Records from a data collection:
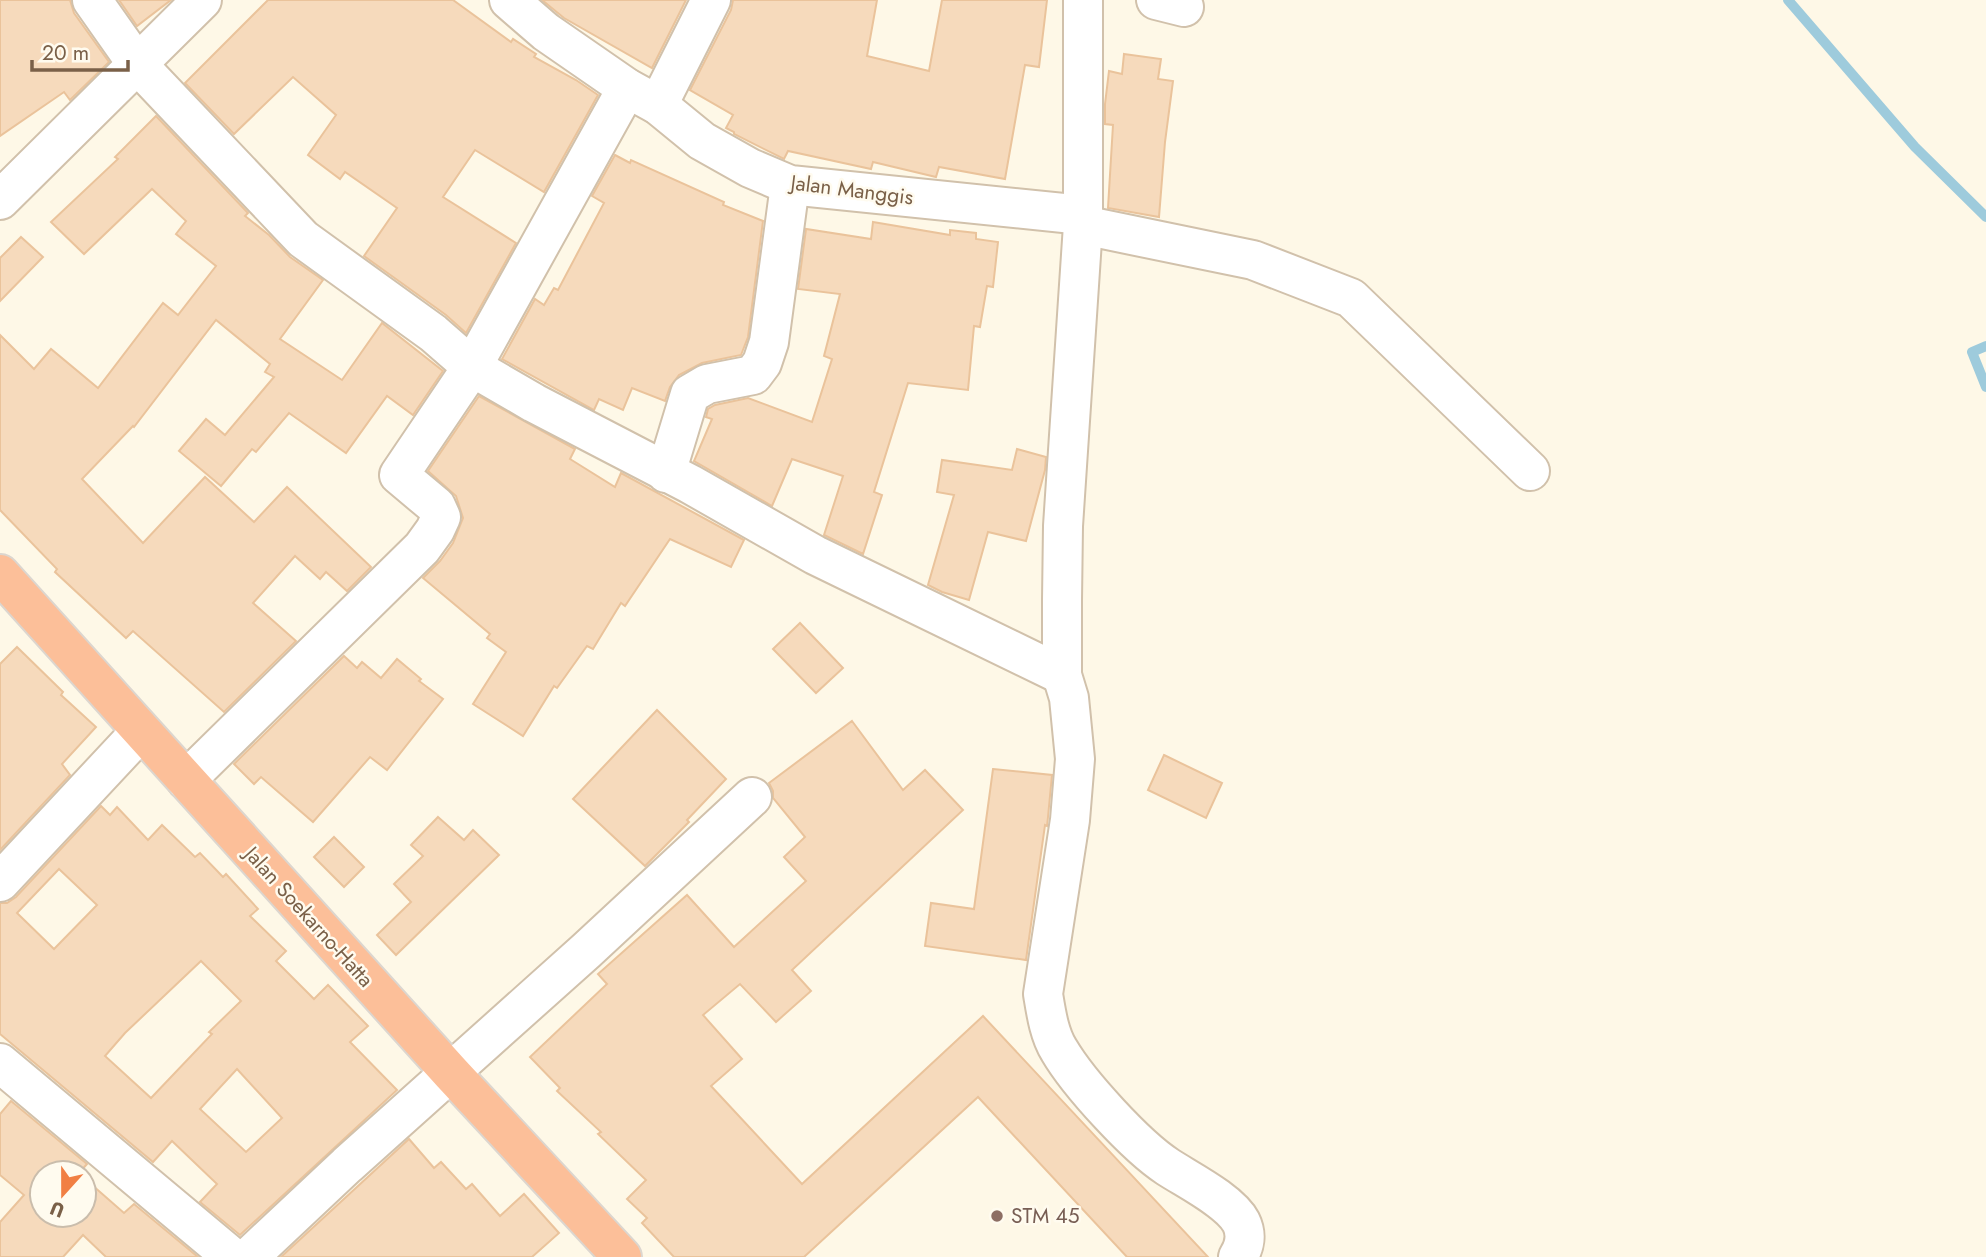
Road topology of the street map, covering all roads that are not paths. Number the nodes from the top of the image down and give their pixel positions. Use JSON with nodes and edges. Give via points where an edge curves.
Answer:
{"nodes":[{"id":1,"x":92,"y":0,"type":"edge"},
{"id":2,"x":202,"y":0,"type":"edge"},
{"id":3,"x":509,"y":0,"type":"edge"},
{"id":4,"x":711,"y":0,"type":"edge"},
{"id":5,"x":1083,"y":0,"type":"edge"},
{"id":6,"x":137,"y":64,"type":"junction"},
{"id":7,"x":643,"y":97,"type":"junction"},
{"id":8,"x":790,"y":185,"type":"junction"},
{"id":9,"x":0,"y":200,"type":"edge"},
{"id":10,"x":1083,"y":220,"type":"junction"},
{"id":11,"x":472,"y":367,"type":"junction"},
{"id":12,"x":1531,"y":471,"type":"dead end"},
{"id":13,"x":666,"y":473,"type":"junction"},
{"id":14,"x":0,"y":573,"type":"edge"},
{"id":15,"x":1062,"y":675,"type":"junction"},
{"id":16,"x":141,"y":731,"type":"junction"},
{"id":17,"x":186,"y":780,"type":"junction"},
{"id":18,"x":752,"y":797,"type":"dead end"},
{"id":19,"x":0,"y":882,"type":"edge"},
{"id":20,"x":0,"y":1063,"type":"edge"},
{"id":21,"x":452,"y":1074,"type":"junction"},
{"id":22,"x":232,"y":1257,"type":"edge"},
{"id":23,"x":248,"y":1257,"type":"edge"},
{"id":24,"x":622,"y":1257,"type":"edge"},
{"id":25,"x":1238,"y":1257,"type":"edge"}],
"edges":[{"from":1,"to":6,"type":"street"},
{"from":2,"to":6,"type":"street"},
{"from":3,"to":7,"type":"street","name":"Jalan Manggis","via":[[546,32]]},
{"from":4,"to":7,"type":"street"},
{"from":5,"to":10,"type":"street"},
{"from":6,"to":9,"type":"street"},
{"from":6,"to":11,"type":"street","via":[[303,239],[433,333]]},
{"from":7,"to":8,"type":"street","name":"Jalan Manggis","via":[[702,141]]},
{"from":7,"to":11,"type":"street"},
{"from":8,"to":10,"type":"street","name":"Jalan Manggis"},
{"from":8,"to":13,"type":"street","via":[[769,342],[762,363],[753,375],[707,384],[690,394]]},
{"from":10,"to":12,"type":"street","name":"Jalan Manggis","via":[[1252,260],[1352,298]]},
{"from":10,"to":15,"type":"street","via":[[1063,526]]},
{"from":11,"to":13,"type":"street"},
{"from":11,"to":17,"type":"street","via":[[399,475],[436,506],[440,517],[435,530]]},
{"from":13,"to":15,"type":"street","via":[[815,555]]},
{"from":14,"to":16,"type":"highway","name":"Jalan Soekarno-Hatta"},
{"from":15,"to":25,"type":"street","via":[[1075,759],[1043,994],[1048,1021],[1058,1049],[1119,1123],[1164,1164],[1240,1220],[1245,1233]]},
{"from":16,"to":17,"type":"highway","name":"Jalan Soekarno-Hatta"},
{"from":16,"to":19,"type":"street"},
{"from":17,"to":21,"type":"highway","name":"Jalan Soekarno-Hatta"},
{"from":18,"to":21,"type":"street"},
{"from":20,"to":22,"type":"street"},
{"from":21,"to":23,"type":"street"},
{"from":21,"to":24,"type":"highway","name":"Jalan Soekarno-Hatta"}]}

**What is required**.
What is needed is an exact repeat of every entry above, with the pictures left out.

**Response area**.
Road topology of the street map, covering all roads that are not paths. Number the nodes from the top of the image down and give their pixel positions. Use JSON with nodes and edges. Give via points where an edge curves.
Answer:
{"nodes":[{"id":1,"x":92,"y":0,"type":"edge"},
{"id":2,"x":202,"y":0,"type":"edge"},
{"id":3,"x":509,"y":0,"type":"edge"},
{"id":4,"x":711,"y":0,"type":"edge"},
{"id":5,"x":1083,"y":0,"type":"edge"},
{"id":6,"x":137,"y":64,"type":"junction"},
{"id":7,"x":643,"y":97,"type":"junction"},
{"id":8,"x":790,"y":185,"type":"junction"},
{"id":9,"x":0,"y":200,"type":"edge"},
{"id":10,"x":1083,"y":220,"type":"junction"},
{"id":11,"x":472,"y":367,"type":"junction"},
{"id":12,"x":1531,"y":471,"type":"dead end"},
{"id":13,"x":666,"y":473,"type":"junction"},
{"id":14,"x":0,"y":573,"type":"edge"},
{"id":15,"x":1062,"y":675,"type":"junction"},
{"id":16,"x":141,"y":731,"type":"junction"},
{"id":17,"x":186,"y":780,"type":"junction"},
{"id":18,"x":752,"y":797,"type":"dead end"},
{"id":19,"x":0,"y":882,"type":"edge"},
{"id":20,"x":0,"y":1063,"type":"edge"},
{"id":21,"x":452,"y":1074,"type":"junction"},
{"id":22,"x":232,"y":1257,"type":"edge"},
{"id":23,"x":248,"y":1257,"type":"edge"},
{"id":24,"x":622,"y":1257,"type":"edge"},
{"id":25,"x":1238,"y":1257,"type":"edge"}],
"edges":[{"from":1,"to":6,"type":"street"},
{"from":2,"to":6,"type":"street"},
{"from":3,"to":7,"type":"street","name":"Jalan Manggis","via":[[546,32]]},
{"from":4,"to":7,"type":"street"},
{"from":5,"to":10,"type":"street"},
{"from":6,"to":9,"type":"street"},
{"from":6,"to":11,"type":"street","via":[[303,239],[433,333]]},
{"from":7,"to":8,"type":"street","name":"Jalan Manggis","via":[[702,141]]},
{"from":7,"to":11,"type":"street"},
{"from":8,"to":10,"type":"street","name":"Jalan Manggis"},
{"from":8,"to":13,"type":"street","via":[[769,342],[762,363],[753,375],[707,384],[690,394]]},
{"from":10,"to":12,"type":"street","name":"Jalan Manggis","via":[[1252,260],[1352,298]]},
{"from":10,"to":15,"type":"street","via":[[1063,526]]},
{"from":11,"to":13,"type":"street"},
{"from":11,"to":17,"type":"street","via":[[399,475],[436,506],[440,517],[435,530]]},
{"from":13,"to":15,"type":"street","via":[[815,555]]},
{"from":14,"to":16,"type":"highway","name":"Jalan Soekarno-Hatta"},
{"from":15,"to":25,"type":"street","via":[[1075,759],[1043,994],[1048,1021],[1058,1049],[1119,1123],[1164,1164],[1240,1220],[1245,1233]]},
{"from":16,"to":17,"type":"highway","name":"Jalan Soekarno-Hatta"},
{"from":16,"to":19,"type":"street"},
{"from":17,"to":21,"type":"highway","name":"Jalan Soekarno-Hatta"},
{"from":18,"to":21,"type":"street"},
{"from":20,"to":22,"type":"street"},
{"from":21,"to":23,"type":"street"},
{"from":21,"to":24,"type":"highway","name":"Jalan Soekarno-Hatta"}]}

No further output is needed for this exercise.